I got the 905 update like every one else I’m running a rooted stock 902 Rom and i have it rooted with forever root and i have cheesecake installed. at first i get the notification to download and install 905 so i download and install then it installs and gets about 1/4 of the way on the progress back then stops and reboots and says failed to install update. i tried using cheesecake and it does the same thing when i change server i started getting "system update" is not available with out a Motorola service account. would you like to setup an account now? then if i hit setup it tries to connect but fails and prompts me to setup a wifi connection. but I’m already on a wifi connection. I’ve tried changing servers i i get this message every time. I’ve restarted me phone many times.

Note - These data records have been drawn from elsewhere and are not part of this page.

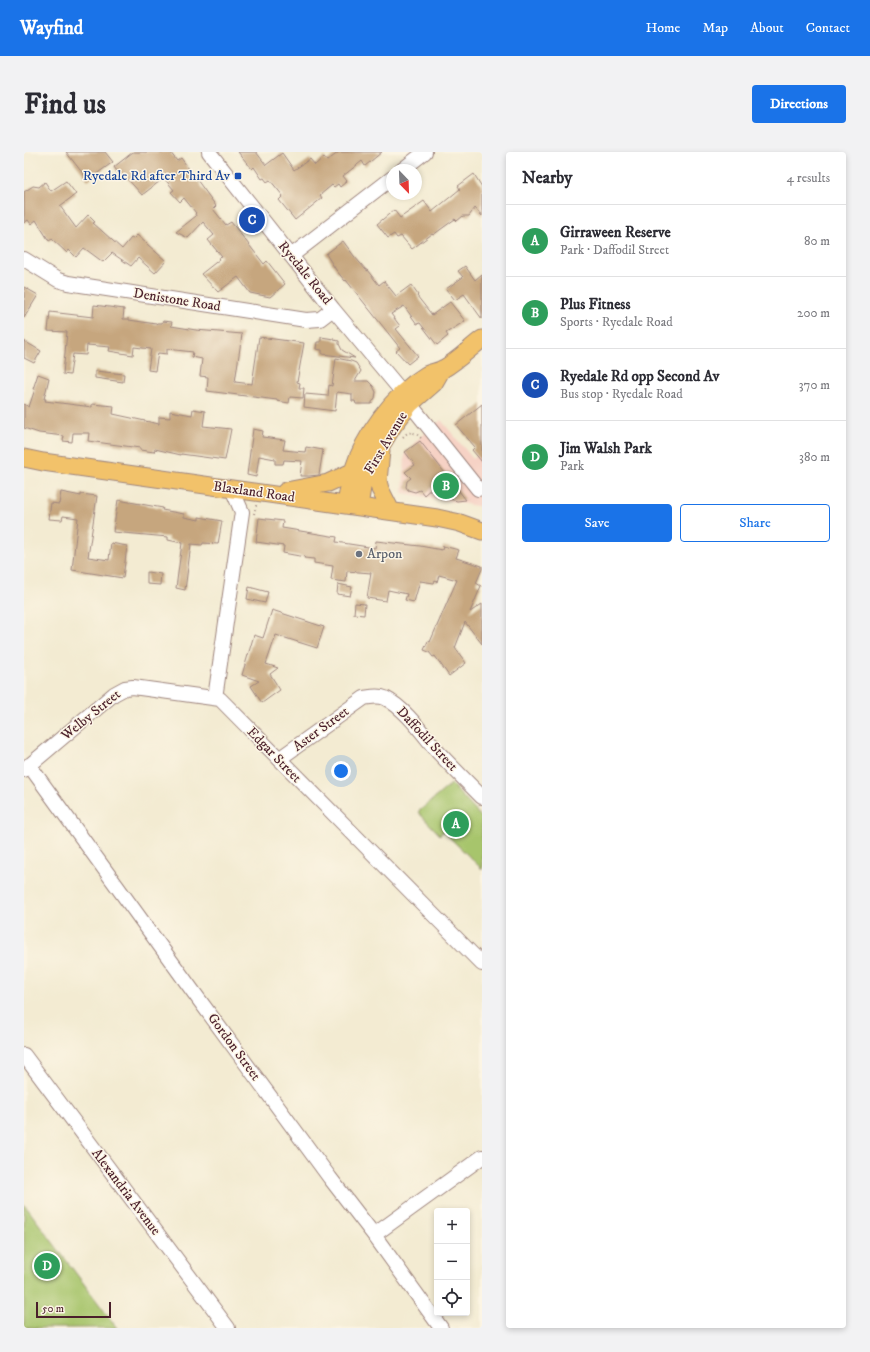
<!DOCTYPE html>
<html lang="en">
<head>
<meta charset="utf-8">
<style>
	body { margin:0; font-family:"IM FELL DW Pica",serif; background:#f2f2f3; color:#2b2b33 }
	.controls { position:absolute; right:12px; bottom:12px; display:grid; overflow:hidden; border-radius:4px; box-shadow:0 2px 6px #0003 }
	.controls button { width:36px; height:36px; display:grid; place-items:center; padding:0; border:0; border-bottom:1px solid #e1e1e2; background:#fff; color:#2b2b33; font:20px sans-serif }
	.compass { position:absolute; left:362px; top:12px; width:36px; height:36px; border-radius:50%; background:#fff; box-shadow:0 2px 6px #0003; rotate:157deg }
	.scale { position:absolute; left:12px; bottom:10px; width:75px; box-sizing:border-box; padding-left:4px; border:2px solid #4a1f2b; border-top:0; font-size:11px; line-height:14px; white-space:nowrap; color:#4a1f2b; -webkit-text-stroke:3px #fcf5e5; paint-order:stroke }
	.you { position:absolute; left:317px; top:619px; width:14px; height:14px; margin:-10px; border:3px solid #fff; border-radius:50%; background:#1a73e8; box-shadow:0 0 0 6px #1a73e833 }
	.badge { display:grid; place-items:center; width:26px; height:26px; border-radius:50%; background:#1a73e8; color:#fff; font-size:13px; font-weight:700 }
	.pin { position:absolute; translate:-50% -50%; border:2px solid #fff; box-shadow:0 1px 4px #0006 }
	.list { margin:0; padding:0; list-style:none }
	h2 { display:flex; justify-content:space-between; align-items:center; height:52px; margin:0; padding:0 16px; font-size:17px }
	h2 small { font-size:13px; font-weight:400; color:#7c7c81 }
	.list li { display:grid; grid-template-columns:26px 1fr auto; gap:12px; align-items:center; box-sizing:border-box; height:72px; padding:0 16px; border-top:1px solid #e1e1e2 }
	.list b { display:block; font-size:15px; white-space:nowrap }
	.list p { margin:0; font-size:13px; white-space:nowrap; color:#7c7c81 }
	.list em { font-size:13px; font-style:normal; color:#7c7c81 }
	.actions { display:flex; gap:8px; padding:12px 16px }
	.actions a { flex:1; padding:9px 0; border:1px solid #1a73e8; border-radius:4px; text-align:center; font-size:14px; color:#1a73e8 }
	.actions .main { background:#1a73e8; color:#fff }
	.icon { flex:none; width:22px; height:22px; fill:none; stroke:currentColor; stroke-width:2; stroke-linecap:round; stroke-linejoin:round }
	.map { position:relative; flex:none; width:458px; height:1176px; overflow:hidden; border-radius:4px }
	header { display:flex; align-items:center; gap:24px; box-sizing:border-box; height:56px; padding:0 20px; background:#1a73e8; color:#fff }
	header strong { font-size:19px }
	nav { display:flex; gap:22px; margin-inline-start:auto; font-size:14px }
	.intro { display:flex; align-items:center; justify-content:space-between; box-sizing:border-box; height:96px; padding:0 24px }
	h1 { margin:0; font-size:28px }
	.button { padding:10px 18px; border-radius:4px; background:#1a73e8; color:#fff; font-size:14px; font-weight:700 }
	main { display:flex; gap:24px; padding:0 24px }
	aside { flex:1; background:#fff; border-radius:4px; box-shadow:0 2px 6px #0003 }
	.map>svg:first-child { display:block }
	.built { fill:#f6d2c5 }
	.green { fill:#a7c56c; stroke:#78724c }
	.building { fill:#c6a67e }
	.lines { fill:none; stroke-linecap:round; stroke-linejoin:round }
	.minor-casing { stroke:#9e857e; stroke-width:16 }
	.major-casing { stroke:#9e857e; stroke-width:19 }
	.path { stroke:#9e857e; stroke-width:2; stroke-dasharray:1 3; stroke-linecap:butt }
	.minor { stroke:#fff; stroke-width:14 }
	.major { stroke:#f2c26a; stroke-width:17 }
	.transit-dot { fill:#1a4fb4; stroke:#fcf5e5; stroke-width:1.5 }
	.worship-dot { fill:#6b7280; stroke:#fcf5e5; stroke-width:1.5 }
	.labels { text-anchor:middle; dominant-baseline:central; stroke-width:3; stroke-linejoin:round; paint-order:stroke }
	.transit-label { font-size:14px; fill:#164399; stroke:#fcf5e5; text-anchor:end }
	.street-label { font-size:14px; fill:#4a1f2b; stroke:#fcf5e5 }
	.worship-label { font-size:14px; fill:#5b616d; stroke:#fcf5e5; text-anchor:start }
</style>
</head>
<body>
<header>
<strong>Wayfind</strong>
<nav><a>Home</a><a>Map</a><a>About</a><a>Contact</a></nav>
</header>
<div class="intro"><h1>Find us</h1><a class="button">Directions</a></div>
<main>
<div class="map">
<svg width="458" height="1176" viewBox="0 0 458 1176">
	<rect width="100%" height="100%" fill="#fcf5e5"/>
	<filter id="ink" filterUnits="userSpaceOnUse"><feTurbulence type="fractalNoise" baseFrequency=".025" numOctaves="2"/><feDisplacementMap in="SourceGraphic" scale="8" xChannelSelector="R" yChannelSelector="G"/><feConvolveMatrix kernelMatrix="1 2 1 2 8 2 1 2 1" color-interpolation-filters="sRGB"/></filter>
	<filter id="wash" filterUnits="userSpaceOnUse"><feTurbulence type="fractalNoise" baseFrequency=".012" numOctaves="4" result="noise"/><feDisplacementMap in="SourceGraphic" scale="16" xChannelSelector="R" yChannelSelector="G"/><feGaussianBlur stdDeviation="0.9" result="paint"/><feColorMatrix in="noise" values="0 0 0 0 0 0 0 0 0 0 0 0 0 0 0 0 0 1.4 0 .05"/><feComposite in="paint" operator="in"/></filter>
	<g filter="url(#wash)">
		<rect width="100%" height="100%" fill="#f3ebd2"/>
		<path class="built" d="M417,268L449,307L458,300V355L379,341L381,301L393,288Z"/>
		<path class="green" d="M427,632L458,666V717L419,679L416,683L394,660Z
			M0,1052L93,1176H0Z"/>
		<g id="blocks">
			<path class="building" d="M42,0H81L89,10L64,28Z
				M109,0H146L153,9L157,6L192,54L189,57L202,73L207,70L240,112L243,109L261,132L246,145L226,141L214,125L194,140L177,122L196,107L195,106L198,105L184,88L190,83L179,70L164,86L152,80L172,64L171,62L172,61L160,46L156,50L147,40L150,38L140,26L118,43L101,24L98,26L90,15Z
				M214,0H232L242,13L258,1L270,18L286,7L291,13L300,5L303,9L315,0H358L341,14L338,9L319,24L323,29L316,35L314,32L310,35L308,33L296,43L298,46L271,68L255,48L259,44L246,28L243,30L240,26L238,27L230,15L228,17Z
				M450,22L458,35V64L451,56L445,64H439L433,69L431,67L409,83L408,82L388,97L377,84L373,86L370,82L364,86L353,72L370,58L376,66L400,49L408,60L436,37L434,34Z
				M42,29L52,42L36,54L52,76L64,63L71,70L69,71L98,97L107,86L109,87L113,83L142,109L131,121L114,106L107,114L88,101L79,110L60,96L52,105L45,98L43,101L28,87L25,89L12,68L7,72L4,68L0,71V40L9,34L15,35L21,30L27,39Z
				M319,89L330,104L342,118H343L355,133L360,129L372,144L387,133L394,143L393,144L408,163L426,150L441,169L422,181L424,184L413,193L396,171L393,172L380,154L367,162L376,174L372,177L394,204L384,212L372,199L376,196L322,128L321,129L312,118L302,102Z
				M441,114L451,128L458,122V167L440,142L431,148L422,137L439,125L434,119Z
				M0,135L14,143L0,166Z
				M70,153L100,157L99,167H105V168L132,172L133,171H138L139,169L148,170L147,174L172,178L218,182L211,230L228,232L235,185L280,191L273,230L276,231L275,236H280L279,246L266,245L265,251L253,249V248L183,239L184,225L176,224L178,207L168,205L169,200L143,197V202L134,201L131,219L124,218L127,197L110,195L109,203L85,199L86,195L63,193L62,203L49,202L46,223L39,222L43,180L24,179L26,160L69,165Z
				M297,185L310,187V188L315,189V192L318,198L331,206L298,202V198L292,197L293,190H297Z
				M0,189L17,199L10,211L0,206Z
				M312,206L327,209L332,211L337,219L331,229H344L349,234L352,240L351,246L347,252H332L331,249H328V242L313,240L311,259L280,255L281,242L304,244L305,233L308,234Z
				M71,219L100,222L99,230L71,226Z
				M14,222L25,226L20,247H22L21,249L68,255V252L90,254L89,262L135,272V265L146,266V259L168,263L169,257L181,259L179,274L207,277L201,308L157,302V303L131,297L130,300L116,298V296L64,289L65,281H49L48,290L39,289L40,284L15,281L0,276V252L5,255L11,237H9Z
				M458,252V310L448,298L451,295L432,273Z
				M229,277L239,279L238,285L261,288L259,298L281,300L282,295L299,298L295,323L285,324H276L278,309L260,308L259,312H251V307L235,304L232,325L223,323Z
				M396,289L442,348L433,349L420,345L418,347L409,335L400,343L396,338L391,340L384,338L382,335L383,329L387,326L381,320L391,313L381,300Z
				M37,340L57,344V342L73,344L64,405L85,408L87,391L103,394L99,426L48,418L54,366L39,364L38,368L25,367L27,351L35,352Z
				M94,348L139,356L138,358L160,362V365L175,368V365L198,369L194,392L179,391L178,393L167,392L161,438L152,436L158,391L144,388V385L89,380Z
				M235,366L259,369L258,376L313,385L312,390L351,396L352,389L396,394L418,398L419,394L435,398L432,406L458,414V417L452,431L457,434L446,460L458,452V492L441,470L431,496L442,511L425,524L411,504L409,505L405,500L400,498L404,489L406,490L433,428L415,423L413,430L411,429L410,431L396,429L390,450L381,448L383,442L364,438L362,449L343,446L347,421L323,419L322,430L307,428L309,414L290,411V407L280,406L281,405L259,401L260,394L232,390Z
				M123,420L137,422L136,433L123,432Z
				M314,432L328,435L326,444L313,442Z
				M225,435L244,440L241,451L223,447Z
				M331,451L341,452L340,463L330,462Z
				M248,458L300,475L293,496L252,483L242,512L254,516L246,522L256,538L238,551L227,534L235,529L218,523L230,483L239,486Z"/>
		</g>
	</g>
	<g filter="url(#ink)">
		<use href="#blocks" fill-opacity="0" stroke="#9e857e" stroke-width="1"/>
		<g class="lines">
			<g class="minor-casing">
				<path id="minor" d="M185,0L309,157L379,241
					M378,18L401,0
					M267,104L368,26
					M0,107L34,128L44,131L282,168L296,167L309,157
					M386,252L454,337
					M191,546L218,360L208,337
					M255,607L340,546C347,545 354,543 361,546C381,556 399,582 413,599C428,615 443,630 458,645
					M5,613L176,849L306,1026L350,1083L417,1176
					M0,618L90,542L101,536L109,535L196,547L458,812
					M0,903L204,1176
					M350,1083L458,1005"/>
			</g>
			<g class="major-casing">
				<path id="major" d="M357,299L354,329L356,337L367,359
					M0,306L19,310L413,366L436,371L458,379
					M262,339L304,331L328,320
					M322,353C324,342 325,330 329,319C340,284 369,243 402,223C407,220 414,220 419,217C433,209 445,197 458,187
					M335,355L339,329L345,313L369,274L386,252L410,231L418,217"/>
			</g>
			<path class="path" d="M379,285C385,278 391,280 397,286
				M230,362L232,354H233"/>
			<use href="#minor" class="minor"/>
			<use href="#major" class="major"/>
		</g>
	</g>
	<rect class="transit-dot" x="210" y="20" width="8" height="8" rx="2"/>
	<circle class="worship-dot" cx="335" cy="402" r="4"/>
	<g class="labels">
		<g class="transit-label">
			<text x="206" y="24">Ryedale Rd after Third Av</text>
		</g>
		<g class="street-label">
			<text transform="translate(281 121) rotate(51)">Ryedale Road</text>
			<text transform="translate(153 148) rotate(9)">Denistone Road</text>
			<text transform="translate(362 291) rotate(-59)">First Avenue</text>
			<text transform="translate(230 340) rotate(8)">Blaxland Road</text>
			<text transform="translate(67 563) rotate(-39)">Welby Street</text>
			<text transform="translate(297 577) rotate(-36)">Aster Street</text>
			<text transform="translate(403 587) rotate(47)">Daffodil Street</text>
			<text transform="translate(250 603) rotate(46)">Edgar Street</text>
			<text transform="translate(210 895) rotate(54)">Gordon Street</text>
			<text transform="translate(102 1040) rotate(53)">Alexandria Avenue</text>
		</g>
		<g class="worship-label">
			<text x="343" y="402">Arpon</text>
		</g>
	</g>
</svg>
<div class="controls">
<button>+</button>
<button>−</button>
<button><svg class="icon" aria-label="locate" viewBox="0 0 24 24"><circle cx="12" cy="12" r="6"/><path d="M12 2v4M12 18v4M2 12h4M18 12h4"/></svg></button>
</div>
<svg class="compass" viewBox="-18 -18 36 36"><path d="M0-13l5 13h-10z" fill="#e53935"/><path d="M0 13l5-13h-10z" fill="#7c7c81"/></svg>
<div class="scale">50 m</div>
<div class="you"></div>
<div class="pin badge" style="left:432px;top:672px;background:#2e9e5b">A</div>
<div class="pin badge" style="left:422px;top:334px;background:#2e9e5b">B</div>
<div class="pin badge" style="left:228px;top:68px;background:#1a4fb4">C</div>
<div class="pin badge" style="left:23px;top:1114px;background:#2e9e5b">D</div>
</div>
<aside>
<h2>Nearby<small>4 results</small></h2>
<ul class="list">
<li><span class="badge" style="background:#2e9e5b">A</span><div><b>Girraween Reserve</b><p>Park · Daffodil Street</p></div><em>80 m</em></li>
<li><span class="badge" style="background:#2e9e5b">B</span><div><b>Plus Fitness</b><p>Sports · Ryedale Road</p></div><em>200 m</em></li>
<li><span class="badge" style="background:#1a4fb4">C</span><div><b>Ryedale Rd opp Second Av</b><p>Bus stop · Ryedale Road</p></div><em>370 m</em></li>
<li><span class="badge" style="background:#2e9e5b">D</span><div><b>Jim Walsh Park</b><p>Park</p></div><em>380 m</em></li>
</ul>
<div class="actions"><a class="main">Save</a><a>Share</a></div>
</aside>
</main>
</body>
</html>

At one point i found a post on a site that said to pick a server with 100 in it so i did that and was able to get the download and install prompt again but it would still fail at about 1/4 progress. so i though it might because i was rooted so i unrooted using root keeper but i could not use cheesecake so i tried the normal system update but then it said the update service was not available and to try again later. i re rooted my phone and tried cheesecake and got that same message i tried hitting the click to ctreate proper file in cheesecake and then i started getting the setup Motorola account message again. when i did the upgrade to 902 months back i had this same type of trouble but was able to find and download the 902 install and did it manually but i can't find a stock 905 download. but I’ve also never been able to use cheesecake at all can some one help were can i find and 905 i can download and install. and what am i doing wrong that cheesecake is not working right


----------



## whodat70003 (Oct 29, 2011)

I'm on. 902 stuck and have an issue downloading the update too. Looks like get stuck on update is being downloaded. Stays there for hour and hours nothing happens. Yes, I on wifi!! Same results.

Sent from my DROID BIONIC using Tapatalk


----------



## @dam (Dec 6, 2011)

I'm in your same boat rektech. About 30% into install it aborts. I havent had any success with the forever root/ cheesecake coding either. Like you, on .902, doing the manual install method was the only way it worked, but only after reverting back to stock. I'm hoping to not have to do that again.


----------